Stored data
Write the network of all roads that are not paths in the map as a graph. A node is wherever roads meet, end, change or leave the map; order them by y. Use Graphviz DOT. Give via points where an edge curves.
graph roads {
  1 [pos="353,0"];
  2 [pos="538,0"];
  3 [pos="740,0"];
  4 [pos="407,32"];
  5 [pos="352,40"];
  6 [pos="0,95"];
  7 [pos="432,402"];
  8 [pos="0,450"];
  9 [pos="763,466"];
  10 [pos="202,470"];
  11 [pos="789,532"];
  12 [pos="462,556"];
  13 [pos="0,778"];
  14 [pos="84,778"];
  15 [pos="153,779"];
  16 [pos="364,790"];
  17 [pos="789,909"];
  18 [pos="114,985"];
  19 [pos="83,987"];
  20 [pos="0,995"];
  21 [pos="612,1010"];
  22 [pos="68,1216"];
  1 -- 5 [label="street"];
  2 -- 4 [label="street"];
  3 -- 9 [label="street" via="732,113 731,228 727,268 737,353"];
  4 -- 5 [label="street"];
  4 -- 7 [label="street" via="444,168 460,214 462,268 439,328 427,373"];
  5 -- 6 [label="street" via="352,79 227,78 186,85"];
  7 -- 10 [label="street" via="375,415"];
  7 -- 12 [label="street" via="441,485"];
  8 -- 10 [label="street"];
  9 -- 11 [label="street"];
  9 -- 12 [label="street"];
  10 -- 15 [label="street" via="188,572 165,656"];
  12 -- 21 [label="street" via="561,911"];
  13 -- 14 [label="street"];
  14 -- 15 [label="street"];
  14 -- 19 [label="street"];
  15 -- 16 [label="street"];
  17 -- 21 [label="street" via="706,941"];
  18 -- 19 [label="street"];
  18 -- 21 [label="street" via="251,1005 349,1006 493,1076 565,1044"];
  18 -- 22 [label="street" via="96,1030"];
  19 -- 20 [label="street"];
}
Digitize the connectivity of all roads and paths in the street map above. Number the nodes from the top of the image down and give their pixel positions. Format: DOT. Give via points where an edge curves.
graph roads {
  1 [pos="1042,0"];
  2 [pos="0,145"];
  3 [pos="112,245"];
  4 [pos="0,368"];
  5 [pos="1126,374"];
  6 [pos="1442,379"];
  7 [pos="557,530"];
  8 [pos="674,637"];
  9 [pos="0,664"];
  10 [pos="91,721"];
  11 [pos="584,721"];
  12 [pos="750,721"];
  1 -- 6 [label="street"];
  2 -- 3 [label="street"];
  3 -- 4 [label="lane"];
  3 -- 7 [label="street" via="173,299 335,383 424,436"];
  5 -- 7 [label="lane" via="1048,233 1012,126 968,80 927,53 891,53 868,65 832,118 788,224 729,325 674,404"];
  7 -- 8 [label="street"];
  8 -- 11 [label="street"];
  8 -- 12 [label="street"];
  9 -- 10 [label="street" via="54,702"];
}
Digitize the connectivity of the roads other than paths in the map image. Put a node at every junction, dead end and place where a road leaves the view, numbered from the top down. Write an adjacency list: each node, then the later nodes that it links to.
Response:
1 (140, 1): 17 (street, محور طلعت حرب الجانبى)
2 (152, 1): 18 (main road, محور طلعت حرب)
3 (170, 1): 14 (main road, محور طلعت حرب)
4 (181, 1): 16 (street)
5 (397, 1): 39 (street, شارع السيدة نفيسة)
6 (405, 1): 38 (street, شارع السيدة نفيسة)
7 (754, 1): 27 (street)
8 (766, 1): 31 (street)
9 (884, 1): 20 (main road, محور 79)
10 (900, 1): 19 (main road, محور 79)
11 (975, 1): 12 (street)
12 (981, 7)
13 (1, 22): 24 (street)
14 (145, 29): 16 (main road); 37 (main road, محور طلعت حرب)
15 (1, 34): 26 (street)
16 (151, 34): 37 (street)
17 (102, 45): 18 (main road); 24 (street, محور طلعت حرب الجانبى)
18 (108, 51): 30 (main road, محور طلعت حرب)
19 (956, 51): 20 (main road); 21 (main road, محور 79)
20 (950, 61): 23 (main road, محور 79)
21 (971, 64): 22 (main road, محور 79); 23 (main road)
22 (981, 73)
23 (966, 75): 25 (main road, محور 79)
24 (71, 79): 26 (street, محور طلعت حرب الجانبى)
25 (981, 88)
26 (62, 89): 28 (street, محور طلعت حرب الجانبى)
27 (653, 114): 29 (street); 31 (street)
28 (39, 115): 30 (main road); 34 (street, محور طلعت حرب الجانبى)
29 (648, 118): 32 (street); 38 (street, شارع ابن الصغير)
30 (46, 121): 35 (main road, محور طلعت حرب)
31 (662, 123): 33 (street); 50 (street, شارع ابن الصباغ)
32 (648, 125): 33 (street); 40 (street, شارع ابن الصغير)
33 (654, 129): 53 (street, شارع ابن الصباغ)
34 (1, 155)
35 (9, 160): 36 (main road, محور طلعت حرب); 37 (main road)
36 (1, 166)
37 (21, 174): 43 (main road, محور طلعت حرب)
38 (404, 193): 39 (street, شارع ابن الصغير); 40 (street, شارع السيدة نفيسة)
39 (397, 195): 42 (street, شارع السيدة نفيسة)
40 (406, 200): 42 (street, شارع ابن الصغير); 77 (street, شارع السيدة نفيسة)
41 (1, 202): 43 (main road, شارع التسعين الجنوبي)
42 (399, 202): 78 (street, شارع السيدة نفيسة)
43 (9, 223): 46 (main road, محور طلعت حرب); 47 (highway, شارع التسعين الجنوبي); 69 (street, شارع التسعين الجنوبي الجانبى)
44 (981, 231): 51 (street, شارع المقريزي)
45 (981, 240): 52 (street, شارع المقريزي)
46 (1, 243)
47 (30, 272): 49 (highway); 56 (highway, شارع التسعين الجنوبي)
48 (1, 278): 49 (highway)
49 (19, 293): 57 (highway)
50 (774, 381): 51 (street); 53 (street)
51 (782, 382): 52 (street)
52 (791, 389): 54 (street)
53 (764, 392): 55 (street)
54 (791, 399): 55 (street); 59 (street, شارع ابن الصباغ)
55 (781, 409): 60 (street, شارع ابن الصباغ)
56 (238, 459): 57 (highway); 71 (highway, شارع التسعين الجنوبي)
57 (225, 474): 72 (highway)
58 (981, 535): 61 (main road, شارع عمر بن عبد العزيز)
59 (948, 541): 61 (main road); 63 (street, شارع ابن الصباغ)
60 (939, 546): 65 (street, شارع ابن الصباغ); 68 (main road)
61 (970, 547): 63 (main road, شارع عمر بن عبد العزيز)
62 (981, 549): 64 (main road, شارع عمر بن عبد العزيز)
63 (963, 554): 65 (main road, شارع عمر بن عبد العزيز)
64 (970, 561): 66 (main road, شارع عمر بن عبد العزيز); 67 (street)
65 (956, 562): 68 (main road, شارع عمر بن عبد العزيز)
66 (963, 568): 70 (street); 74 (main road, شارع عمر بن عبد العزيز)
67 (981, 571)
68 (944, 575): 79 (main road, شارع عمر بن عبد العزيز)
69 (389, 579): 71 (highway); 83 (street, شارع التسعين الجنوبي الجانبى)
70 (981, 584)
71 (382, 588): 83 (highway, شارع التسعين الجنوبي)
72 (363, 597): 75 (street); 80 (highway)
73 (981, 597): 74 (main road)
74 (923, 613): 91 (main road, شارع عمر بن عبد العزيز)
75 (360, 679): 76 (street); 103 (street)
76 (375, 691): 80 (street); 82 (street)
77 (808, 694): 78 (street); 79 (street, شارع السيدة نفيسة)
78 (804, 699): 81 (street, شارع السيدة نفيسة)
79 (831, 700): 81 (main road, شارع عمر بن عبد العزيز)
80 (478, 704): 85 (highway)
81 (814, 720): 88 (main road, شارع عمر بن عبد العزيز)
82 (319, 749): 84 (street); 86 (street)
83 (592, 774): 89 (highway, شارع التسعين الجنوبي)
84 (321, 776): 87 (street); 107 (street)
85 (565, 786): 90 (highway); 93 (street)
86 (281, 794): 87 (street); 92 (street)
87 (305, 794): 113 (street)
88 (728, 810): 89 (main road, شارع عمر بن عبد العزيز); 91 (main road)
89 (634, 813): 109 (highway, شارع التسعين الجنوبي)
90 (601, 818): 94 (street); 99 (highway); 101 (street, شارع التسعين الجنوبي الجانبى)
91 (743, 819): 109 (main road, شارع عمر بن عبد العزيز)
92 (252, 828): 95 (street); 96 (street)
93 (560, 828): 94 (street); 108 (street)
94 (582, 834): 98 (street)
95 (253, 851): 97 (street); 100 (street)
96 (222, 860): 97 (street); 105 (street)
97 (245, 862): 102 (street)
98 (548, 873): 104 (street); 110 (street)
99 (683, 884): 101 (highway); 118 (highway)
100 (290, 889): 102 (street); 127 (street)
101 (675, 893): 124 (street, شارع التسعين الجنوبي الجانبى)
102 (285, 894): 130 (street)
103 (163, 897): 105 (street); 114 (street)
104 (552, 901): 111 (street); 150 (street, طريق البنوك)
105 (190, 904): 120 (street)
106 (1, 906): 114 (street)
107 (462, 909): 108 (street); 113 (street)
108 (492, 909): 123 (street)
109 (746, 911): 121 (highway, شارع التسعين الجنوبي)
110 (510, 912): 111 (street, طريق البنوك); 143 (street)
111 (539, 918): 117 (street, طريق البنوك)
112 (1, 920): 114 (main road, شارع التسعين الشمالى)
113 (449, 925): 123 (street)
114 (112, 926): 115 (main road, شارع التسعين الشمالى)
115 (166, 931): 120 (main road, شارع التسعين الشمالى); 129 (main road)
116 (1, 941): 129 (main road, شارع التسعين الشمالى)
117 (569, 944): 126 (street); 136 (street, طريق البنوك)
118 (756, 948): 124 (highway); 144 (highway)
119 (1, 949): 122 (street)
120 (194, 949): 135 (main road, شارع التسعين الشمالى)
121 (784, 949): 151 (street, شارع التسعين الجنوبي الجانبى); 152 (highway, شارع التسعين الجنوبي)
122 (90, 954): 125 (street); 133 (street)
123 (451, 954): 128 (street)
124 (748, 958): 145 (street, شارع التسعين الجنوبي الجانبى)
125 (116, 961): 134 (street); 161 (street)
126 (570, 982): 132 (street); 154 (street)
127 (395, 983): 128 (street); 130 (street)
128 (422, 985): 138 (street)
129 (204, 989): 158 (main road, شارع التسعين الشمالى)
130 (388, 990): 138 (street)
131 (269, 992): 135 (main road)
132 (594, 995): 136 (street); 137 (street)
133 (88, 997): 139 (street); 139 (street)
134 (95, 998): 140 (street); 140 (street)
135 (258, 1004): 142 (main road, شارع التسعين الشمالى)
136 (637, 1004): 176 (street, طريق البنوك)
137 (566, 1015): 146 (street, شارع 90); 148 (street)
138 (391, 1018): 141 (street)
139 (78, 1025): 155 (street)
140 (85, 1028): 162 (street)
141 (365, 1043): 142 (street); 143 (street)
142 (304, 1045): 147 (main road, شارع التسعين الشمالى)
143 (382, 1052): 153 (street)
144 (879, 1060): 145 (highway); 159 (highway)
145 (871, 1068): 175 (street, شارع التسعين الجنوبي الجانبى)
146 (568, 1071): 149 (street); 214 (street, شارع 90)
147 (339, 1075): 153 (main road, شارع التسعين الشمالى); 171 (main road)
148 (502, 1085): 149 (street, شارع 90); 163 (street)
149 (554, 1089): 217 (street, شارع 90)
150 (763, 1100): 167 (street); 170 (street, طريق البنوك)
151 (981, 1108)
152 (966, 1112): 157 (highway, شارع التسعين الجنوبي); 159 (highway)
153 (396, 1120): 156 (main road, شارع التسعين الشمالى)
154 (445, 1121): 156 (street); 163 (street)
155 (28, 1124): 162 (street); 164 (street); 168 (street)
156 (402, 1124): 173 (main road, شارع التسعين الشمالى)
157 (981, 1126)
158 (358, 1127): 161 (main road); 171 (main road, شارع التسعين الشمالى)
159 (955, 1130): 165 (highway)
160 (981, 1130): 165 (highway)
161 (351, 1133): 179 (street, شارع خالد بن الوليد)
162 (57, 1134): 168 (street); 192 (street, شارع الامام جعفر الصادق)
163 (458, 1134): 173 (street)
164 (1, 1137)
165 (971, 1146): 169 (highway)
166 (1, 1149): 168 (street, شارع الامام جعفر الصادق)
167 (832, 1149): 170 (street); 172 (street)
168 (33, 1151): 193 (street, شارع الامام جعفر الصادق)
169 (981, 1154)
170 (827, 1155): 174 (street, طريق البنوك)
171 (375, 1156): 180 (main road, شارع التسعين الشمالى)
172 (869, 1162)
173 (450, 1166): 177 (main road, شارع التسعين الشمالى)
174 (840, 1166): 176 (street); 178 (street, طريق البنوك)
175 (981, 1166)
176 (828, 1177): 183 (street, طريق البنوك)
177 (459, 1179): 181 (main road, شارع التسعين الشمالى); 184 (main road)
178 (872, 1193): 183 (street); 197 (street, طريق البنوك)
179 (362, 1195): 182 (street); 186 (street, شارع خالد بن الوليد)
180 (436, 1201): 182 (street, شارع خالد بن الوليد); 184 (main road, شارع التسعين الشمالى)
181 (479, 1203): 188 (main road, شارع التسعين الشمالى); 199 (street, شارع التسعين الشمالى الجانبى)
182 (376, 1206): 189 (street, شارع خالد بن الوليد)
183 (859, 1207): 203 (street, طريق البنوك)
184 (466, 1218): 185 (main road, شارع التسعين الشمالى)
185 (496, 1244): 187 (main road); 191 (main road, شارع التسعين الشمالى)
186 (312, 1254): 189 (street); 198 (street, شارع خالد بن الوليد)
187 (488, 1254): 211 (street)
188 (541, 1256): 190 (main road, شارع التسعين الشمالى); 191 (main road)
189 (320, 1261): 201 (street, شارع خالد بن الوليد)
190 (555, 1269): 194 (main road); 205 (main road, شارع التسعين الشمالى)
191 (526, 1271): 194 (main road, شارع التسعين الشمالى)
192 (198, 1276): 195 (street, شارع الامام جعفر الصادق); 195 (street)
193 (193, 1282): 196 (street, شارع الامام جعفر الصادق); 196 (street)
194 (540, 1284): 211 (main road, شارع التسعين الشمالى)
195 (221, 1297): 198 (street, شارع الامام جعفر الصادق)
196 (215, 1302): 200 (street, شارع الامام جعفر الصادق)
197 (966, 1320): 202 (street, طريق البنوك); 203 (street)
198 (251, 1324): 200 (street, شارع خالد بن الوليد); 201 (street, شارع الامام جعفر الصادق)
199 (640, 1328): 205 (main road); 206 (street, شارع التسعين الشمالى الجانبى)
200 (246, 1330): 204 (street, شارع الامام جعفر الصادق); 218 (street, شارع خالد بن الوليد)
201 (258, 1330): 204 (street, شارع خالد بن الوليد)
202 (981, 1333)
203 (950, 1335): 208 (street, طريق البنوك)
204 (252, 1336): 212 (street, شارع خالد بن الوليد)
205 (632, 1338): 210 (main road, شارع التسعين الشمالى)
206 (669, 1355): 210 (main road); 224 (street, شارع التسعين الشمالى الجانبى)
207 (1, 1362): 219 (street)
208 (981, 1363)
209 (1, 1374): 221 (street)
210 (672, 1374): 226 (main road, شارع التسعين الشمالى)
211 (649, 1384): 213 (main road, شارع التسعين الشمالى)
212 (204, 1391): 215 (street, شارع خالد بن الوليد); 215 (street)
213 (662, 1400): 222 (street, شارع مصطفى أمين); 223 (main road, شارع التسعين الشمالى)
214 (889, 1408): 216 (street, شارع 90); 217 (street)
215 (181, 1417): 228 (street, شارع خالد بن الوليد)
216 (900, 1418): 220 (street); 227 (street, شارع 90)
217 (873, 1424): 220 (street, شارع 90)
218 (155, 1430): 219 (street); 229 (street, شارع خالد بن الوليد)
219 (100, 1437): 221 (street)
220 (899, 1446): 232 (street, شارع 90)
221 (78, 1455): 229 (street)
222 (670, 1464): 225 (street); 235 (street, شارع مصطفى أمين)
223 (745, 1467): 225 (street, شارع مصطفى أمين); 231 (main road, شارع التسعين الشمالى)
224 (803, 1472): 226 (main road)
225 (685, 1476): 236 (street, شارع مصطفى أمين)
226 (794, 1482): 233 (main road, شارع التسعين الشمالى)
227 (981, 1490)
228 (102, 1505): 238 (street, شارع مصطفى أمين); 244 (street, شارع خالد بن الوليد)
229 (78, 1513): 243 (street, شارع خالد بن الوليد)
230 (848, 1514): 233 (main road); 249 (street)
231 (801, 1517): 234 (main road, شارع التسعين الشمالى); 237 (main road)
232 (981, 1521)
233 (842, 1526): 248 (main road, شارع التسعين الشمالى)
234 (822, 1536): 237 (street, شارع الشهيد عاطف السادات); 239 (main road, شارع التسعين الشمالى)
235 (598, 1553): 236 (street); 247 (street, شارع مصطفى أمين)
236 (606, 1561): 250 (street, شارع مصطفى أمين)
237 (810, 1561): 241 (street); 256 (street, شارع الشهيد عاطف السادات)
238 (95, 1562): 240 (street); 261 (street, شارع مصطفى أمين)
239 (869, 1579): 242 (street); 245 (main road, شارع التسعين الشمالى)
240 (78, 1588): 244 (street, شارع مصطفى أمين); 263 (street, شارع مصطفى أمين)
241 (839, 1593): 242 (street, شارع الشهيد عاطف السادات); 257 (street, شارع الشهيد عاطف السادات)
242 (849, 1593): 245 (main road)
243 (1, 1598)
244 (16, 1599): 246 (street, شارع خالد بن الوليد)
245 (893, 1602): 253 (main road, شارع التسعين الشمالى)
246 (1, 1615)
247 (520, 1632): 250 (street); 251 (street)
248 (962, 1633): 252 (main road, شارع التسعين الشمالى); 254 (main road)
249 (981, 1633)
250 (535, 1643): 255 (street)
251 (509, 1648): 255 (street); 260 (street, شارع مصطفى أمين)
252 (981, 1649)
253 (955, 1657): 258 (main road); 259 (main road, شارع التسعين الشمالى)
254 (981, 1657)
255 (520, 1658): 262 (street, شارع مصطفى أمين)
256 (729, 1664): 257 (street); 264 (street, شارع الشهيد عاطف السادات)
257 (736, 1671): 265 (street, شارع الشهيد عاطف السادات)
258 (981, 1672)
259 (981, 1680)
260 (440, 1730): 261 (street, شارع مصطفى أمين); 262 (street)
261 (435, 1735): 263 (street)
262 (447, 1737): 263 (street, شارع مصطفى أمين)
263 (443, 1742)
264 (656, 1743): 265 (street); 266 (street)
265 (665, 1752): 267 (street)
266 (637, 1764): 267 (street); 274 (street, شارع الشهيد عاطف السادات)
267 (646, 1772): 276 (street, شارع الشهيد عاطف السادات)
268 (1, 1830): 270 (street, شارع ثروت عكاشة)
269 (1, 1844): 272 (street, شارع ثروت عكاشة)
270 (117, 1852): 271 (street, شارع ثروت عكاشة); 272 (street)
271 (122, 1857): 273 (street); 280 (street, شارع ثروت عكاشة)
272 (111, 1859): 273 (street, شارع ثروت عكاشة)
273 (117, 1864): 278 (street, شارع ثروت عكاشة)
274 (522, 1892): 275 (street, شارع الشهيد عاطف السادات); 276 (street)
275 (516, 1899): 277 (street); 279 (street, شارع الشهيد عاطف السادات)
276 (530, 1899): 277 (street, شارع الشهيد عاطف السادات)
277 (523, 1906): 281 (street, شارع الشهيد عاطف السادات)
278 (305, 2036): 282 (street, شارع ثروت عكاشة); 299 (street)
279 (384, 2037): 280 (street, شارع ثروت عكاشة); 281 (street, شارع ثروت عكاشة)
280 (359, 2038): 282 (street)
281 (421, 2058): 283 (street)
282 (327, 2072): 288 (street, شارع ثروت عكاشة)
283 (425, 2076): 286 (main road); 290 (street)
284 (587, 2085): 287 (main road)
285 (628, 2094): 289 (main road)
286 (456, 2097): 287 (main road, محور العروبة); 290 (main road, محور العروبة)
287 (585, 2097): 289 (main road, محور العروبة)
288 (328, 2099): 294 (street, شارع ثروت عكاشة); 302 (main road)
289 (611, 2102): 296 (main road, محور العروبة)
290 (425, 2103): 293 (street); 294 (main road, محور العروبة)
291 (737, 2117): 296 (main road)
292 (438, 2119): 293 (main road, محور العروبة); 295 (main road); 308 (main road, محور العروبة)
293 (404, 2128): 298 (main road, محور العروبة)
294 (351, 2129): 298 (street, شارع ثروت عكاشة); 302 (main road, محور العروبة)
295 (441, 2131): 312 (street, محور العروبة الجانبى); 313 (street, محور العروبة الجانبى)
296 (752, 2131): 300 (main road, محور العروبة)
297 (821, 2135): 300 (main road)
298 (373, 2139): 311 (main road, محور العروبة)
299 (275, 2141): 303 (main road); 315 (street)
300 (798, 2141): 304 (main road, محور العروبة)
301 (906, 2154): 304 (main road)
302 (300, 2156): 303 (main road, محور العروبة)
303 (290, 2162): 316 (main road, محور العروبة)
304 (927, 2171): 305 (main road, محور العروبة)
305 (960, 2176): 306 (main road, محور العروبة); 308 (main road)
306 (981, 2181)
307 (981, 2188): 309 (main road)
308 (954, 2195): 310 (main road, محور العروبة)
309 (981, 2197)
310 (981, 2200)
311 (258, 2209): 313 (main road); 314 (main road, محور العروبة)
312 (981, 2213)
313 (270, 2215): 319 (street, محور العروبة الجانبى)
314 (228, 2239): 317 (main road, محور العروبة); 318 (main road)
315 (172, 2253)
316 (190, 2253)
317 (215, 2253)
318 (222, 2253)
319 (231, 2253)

**What is required**
Find the lines in the data that include "Digitize", then copy each of them.

**Answer space**
Digitize the connectivity of all roads and paths in the street map above. Number the nodes from the top of the image down and give their pixel positions. Format: DOT. Give via points where an edge curves.
Digitize the connectivity of the roads other than paths in the map image. Put a node at every junction, dead end and place where a road leaves the view, numbered from the top down. Write an adjacency list: each node, then the later nodes that it links to.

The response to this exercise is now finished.